I am saddened to read about what has occurred in the last decade in Philadelphia. I started my career teaching in Philadelphia in 1970 at a time when it seemed that they might be turning a corner. Mark Shedd was Superintendent, and under his leadership and the leadership of Board chair Richardson Dilworth the schools were emerging from years of neglect. Shedd introduced progressive ideas like the Parkway School Without Walls that used spaces in the museums along the Parkway in Philadelphia instead of traditional classrooms and was replacing impersonal and dilapidated junior highs with shiny new middle schools thanks to bond funds designed to upgrade facilities. Alas, Shedd crossed swords with Police Commissioners Frank Rizzo during a student demonstration in the late 1960s. Rizzo then ran for mayor as a Democrat in 1971 on an anti-public school platform that called for the removal of Shedd.

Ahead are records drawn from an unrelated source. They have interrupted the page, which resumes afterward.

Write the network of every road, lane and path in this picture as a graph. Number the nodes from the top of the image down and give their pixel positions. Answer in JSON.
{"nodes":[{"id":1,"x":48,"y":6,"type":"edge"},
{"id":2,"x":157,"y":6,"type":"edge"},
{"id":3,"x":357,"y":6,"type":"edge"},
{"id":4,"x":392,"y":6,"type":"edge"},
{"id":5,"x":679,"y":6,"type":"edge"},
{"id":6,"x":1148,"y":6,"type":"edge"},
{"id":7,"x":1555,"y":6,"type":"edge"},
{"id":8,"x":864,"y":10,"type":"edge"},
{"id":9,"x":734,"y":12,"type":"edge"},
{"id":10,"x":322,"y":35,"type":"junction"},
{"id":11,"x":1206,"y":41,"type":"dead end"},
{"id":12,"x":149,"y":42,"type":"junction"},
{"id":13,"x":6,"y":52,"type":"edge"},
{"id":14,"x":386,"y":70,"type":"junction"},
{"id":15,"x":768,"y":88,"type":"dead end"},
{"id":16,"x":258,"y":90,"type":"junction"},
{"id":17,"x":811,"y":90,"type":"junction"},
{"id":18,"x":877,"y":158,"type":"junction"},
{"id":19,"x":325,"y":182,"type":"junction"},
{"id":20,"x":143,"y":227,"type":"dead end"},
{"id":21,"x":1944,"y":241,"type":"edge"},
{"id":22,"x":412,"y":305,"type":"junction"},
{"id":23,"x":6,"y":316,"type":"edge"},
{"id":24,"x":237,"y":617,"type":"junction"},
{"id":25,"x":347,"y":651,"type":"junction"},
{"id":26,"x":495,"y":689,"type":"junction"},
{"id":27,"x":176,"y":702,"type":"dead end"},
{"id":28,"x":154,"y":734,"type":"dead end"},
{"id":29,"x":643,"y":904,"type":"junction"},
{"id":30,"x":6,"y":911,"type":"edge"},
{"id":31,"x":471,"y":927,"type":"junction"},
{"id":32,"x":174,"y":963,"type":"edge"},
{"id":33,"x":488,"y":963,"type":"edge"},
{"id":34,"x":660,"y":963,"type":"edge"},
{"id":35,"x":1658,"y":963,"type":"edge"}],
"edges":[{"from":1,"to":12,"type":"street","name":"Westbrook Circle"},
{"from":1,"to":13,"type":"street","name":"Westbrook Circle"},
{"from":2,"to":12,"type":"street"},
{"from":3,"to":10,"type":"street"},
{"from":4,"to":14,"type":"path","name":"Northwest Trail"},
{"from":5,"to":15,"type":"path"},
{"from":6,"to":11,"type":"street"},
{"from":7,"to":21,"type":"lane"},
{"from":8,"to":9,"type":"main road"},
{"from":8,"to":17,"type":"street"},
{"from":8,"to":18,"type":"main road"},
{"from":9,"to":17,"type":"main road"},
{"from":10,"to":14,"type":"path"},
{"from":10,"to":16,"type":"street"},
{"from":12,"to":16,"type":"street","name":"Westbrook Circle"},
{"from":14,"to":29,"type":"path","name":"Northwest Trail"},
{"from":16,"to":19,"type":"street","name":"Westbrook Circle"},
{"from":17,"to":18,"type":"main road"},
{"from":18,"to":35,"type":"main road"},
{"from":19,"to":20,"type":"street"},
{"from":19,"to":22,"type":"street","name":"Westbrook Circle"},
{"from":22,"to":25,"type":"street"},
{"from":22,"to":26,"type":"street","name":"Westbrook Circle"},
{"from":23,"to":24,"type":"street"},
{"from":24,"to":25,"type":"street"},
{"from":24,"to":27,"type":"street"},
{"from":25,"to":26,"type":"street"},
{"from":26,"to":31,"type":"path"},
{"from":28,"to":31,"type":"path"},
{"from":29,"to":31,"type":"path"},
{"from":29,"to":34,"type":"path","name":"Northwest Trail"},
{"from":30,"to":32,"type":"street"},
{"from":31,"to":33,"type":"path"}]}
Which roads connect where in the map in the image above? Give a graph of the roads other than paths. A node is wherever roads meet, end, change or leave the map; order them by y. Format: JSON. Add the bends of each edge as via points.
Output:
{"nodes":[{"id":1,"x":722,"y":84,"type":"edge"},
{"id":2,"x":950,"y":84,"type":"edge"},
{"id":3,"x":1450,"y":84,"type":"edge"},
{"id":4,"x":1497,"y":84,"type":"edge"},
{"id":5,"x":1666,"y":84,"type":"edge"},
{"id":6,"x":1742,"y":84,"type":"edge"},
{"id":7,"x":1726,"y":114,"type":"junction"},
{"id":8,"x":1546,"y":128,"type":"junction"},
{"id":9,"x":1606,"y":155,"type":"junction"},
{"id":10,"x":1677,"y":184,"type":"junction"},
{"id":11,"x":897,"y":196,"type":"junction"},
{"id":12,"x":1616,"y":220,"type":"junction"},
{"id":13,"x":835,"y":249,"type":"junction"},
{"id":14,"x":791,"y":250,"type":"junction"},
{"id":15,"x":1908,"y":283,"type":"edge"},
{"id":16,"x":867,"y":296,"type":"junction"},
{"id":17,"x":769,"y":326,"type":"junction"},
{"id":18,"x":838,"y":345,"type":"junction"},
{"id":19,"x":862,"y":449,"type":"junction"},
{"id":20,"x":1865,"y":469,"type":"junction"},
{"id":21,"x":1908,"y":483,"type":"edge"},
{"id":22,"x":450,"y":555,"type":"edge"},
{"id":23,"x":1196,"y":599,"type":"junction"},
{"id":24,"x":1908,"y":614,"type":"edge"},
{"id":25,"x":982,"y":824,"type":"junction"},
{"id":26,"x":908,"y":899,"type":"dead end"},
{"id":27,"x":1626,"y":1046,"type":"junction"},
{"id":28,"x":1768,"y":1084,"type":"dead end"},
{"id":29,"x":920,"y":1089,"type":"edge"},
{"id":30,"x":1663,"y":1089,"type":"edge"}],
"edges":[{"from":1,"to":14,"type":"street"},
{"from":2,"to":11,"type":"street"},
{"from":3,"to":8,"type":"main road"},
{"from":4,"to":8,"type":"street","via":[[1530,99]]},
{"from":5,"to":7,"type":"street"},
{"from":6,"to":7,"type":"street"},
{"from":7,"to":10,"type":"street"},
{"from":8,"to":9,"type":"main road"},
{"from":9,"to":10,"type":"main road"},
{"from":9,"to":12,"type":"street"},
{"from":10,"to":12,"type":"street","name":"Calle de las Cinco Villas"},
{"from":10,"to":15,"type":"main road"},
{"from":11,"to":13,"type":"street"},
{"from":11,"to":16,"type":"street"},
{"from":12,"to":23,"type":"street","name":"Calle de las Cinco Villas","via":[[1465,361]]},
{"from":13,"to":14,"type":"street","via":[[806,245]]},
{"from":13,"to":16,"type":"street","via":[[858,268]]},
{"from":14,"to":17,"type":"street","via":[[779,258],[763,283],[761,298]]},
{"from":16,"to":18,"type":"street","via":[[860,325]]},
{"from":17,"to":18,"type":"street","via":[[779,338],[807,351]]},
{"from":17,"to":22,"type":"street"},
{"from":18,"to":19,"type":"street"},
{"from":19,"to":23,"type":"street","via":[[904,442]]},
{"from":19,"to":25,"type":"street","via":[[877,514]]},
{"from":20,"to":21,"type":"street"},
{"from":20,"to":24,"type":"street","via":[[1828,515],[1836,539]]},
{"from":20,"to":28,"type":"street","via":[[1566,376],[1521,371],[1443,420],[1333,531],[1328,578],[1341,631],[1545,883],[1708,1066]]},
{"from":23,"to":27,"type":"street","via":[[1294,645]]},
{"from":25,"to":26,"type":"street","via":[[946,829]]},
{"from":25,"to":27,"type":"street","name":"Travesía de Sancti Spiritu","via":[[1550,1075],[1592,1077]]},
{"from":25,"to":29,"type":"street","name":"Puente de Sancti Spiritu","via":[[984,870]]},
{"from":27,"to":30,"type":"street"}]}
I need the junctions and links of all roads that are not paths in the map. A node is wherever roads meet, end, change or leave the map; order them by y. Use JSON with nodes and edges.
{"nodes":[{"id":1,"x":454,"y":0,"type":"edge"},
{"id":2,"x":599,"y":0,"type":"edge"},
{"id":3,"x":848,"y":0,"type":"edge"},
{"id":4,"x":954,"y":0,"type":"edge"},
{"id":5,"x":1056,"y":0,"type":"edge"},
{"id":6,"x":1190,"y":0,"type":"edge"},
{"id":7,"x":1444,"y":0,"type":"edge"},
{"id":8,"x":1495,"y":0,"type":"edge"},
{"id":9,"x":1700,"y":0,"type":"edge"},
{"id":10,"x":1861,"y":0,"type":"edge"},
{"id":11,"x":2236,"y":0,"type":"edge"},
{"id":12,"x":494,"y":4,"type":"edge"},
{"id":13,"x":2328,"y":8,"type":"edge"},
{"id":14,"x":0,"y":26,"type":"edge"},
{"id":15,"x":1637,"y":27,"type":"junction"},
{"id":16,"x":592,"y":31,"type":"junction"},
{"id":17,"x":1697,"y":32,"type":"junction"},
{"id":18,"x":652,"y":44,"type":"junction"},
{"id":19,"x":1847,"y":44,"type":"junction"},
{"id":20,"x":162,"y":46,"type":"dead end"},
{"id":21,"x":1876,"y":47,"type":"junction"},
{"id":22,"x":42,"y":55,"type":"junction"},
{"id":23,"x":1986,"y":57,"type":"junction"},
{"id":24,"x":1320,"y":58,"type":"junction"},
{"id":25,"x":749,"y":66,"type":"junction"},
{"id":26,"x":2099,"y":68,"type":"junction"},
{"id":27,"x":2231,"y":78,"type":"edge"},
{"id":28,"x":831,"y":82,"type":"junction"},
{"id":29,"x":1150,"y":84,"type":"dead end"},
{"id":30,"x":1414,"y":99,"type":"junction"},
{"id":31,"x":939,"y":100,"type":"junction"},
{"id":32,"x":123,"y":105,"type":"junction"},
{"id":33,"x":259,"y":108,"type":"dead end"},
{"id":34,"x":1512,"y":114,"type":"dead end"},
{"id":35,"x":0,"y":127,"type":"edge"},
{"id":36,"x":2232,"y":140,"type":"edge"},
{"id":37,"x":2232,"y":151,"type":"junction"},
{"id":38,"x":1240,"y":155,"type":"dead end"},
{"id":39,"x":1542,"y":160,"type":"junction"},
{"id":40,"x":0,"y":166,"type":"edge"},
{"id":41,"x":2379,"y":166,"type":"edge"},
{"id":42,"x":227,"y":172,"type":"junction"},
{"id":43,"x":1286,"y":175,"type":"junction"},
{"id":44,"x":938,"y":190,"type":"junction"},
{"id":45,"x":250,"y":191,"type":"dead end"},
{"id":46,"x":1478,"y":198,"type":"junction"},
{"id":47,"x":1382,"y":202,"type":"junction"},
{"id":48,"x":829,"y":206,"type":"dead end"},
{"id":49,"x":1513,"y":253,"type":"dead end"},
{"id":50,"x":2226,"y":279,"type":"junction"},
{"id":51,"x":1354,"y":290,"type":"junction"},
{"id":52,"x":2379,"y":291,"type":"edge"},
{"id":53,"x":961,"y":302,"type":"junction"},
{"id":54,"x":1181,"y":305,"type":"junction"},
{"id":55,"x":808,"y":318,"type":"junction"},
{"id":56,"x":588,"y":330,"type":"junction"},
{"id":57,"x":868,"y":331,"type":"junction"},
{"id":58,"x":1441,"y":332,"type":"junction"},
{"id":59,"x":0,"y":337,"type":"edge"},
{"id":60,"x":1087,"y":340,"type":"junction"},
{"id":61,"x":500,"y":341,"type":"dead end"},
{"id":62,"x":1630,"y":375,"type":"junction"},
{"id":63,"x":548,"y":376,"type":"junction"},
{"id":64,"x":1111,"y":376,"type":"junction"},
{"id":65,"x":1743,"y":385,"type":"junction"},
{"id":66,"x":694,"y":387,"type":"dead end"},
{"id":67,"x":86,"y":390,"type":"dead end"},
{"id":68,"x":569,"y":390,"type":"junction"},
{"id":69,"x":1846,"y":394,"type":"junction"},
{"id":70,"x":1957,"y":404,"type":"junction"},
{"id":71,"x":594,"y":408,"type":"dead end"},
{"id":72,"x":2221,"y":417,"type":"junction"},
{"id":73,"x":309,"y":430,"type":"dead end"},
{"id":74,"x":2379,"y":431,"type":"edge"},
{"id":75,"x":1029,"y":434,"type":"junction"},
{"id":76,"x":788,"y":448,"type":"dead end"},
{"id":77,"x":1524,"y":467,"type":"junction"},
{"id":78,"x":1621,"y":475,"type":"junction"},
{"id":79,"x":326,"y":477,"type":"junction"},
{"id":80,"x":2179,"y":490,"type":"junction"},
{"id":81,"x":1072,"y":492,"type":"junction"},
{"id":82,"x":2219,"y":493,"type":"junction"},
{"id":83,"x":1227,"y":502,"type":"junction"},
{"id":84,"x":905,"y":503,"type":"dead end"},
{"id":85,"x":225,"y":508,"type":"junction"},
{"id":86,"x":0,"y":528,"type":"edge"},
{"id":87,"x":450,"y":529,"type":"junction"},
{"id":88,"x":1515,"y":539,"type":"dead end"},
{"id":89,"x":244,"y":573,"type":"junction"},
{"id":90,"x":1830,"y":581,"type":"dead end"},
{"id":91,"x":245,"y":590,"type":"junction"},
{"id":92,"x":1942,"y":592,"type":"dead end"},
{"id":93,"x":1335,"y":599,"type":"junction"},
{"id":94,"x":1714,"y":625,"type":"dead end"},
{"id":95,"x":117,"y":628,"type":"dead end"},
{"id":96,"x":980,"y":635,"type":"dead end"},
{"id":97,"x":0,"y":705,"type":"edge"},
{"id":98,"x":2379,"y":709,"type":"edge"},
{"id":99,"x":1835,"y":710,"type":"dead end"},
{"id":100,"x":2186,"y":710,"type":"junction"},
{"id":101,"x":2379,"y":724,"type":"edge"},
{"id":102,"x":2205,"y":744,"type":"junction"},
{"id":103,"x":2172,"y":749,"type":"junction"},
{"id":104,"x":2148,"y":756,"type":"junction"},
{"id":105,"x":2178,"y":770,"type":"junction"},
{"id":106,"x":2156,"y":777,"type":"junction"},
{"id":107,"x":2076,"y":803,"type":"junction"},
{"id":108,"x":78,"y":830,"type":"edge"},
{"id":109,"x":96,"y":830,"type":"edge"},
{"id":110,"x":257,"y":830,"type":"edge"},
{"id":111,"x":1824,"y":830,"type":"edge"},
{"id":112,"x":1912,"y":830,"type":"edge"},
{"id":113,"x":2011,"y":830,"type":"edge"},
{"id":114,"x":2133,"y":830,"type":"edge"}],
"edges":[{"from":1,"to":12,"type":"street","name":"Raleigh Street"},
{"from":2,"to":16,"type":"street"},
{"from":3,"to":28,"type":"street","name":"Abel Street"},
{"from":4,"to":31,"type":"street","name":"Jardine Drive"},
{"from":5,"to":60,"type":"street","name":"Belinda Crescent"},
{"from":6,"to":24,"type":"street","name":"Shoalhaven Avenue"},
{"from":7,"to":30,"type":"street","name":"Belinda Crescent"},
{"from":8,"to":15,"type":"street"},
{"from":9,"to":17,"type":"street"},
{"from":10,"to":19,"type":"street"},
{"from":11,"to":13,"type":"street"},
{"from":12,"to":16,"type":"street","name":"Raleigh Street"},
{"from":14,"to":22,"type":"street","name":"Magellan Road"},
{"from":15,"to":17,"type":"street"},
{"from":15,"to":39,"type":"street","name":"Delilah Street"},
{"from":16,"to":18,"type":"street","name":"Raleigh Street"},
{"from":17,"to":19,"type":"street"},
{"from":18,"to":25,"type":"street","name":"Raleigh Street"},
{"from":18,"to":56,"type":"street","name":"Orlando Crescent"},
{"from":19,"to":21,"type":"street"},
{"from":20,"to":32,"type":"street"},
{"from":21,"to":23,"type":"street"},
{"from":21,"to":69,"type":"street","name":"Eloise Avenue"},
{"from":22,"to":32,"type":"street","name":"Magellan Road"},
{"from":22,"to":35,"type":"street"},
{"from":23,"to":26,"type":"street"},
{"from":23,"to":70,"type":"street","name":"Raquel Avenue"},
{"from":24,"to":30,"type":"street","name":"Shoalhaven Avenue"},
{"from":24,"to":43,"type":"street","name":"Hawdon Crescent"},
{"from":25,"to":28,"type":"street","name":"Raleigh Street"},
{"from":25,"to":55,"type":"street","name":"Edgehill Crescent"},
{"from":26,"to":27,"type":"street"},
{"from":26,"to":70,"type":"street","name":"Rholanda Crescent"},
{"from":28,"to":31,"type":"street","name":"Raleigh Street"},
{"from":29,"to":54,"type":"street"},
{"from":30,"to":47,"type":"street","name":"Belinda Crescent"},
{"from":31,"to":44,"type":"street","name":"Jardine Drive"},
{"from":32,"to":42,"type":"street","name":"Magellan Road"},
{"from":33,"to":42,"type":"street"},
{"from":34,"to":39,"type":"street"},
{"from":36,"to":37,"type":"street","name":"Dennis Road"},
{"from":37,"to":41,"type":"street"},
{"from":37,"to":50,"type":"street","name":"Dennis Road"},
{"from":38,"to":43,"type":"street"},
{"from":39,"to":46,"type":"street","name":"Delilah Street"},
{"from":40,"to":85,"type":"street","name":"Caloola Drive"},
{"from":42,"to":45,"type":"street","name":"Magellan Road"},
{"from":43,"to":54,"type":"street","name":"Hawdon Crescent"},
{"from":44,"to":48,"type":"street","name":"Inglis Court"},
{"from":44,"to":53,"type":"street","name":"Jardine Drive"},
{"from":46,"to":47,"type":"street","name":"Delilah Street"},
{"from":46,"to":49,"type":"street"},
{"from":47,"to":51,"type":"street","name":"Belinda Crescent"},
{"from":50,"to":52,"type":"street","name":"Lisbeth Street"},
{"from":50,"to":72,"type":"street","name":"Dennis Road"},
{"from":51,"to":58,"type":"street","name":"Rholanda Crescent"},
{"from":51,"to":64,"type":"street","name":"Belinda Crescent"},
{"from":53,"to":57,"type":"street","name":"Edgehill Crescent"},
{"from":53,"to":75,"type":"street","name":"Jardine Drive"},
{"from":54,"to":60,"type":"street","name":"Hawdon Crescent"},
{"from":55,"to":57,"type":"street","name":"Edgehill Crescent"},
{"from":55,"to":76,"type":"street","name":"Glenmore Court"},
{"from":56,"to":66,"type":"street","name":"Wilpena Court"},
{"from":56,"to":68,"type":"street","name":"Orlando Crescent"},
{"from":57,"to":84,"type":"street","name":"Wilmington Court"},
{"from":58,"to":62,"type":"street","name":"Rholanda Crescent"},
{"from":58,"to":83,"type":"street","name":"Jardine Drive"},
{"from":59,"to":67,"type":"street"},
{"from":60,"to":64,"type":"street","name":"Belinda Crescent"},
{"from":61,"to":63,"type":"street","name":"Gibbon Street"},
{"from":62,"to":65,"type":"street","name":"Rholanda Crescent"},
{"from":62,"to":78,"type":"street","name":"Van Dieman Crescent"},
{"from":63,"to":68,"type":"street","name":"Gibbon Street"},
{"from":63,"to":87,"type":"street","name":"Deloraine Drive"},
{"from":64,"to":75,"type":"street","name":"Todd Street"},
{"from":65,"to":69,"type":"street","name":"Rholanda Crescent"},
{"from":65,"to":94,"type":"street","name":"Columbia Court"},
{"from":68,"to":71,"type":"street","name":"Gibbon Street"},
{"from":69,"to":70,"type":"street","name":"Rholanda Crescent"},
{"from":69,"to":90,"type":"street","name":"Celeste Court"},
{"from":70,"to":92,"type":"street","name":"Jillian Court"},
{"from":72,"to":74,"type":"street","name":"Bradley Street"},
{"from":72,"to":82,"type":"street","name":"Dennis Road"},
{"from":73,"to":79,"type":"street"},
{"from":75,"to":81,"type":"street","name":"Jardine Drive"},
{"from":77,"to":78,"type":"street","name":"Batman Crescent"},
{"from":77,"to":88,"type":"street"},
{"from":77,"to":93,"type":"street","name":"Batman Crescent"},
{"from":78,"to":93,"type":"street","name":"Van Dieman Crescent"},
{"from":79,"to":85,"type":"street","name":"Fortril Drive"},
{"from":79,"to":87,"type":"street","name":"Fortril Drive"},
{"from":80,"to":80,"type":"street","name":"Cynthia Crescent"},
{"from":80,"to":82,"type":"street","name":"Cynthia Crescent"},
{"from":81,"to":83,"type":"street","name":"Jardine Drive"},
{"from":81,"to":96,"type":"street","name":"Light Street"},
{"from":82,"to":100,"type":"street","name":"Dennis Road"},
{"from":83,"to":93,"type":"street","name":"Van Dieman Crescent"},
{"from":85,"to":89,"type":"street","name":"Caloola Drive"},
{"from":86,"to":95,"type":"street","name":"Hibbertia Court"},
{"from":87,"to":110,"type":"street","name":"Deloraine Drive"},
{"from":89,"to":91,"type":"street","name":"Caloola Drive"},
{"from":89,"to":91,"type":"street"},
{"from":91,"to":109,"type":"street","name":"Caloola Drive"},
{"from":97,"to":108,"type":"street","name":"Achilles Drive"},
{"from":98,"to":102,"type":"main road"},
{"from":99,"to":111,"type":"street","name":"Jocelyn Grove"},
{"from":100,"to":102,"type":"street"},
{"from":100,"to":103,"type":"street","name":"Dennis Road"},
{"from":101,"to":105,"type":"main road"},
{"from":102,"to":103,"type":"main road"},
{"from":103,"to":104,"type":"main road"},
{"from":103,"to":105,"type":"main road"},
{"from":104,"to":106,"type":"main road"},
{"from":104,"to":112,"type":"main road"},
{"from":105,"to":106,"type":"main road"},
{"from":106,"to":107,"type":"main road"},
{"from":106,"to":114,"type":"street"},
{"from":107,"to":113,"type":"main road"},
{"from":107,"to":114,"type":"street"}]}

A year later, Shedd was gone.

 

When I started teaching I aspired to being a school leader like Mark Shedd, who championed equal opportunity for poor kids and changes to the status quo that he believed were needed to achieve that level of equity. When I started teaching, it seemed like those kinds of changes were imminent. Four decades later, Philadelphia public schools are on the ropes. When I read these stories about Philadelphia, I am reminded that idealists like Mark Shedd are rare and money worshipping profiteers abound. I am reminded that equal opportunity is more elusive than ever, and changes to the status quo in public education– that is changes to the ways schools are organized— seem fantastical.

Last one out, please turn out the lights.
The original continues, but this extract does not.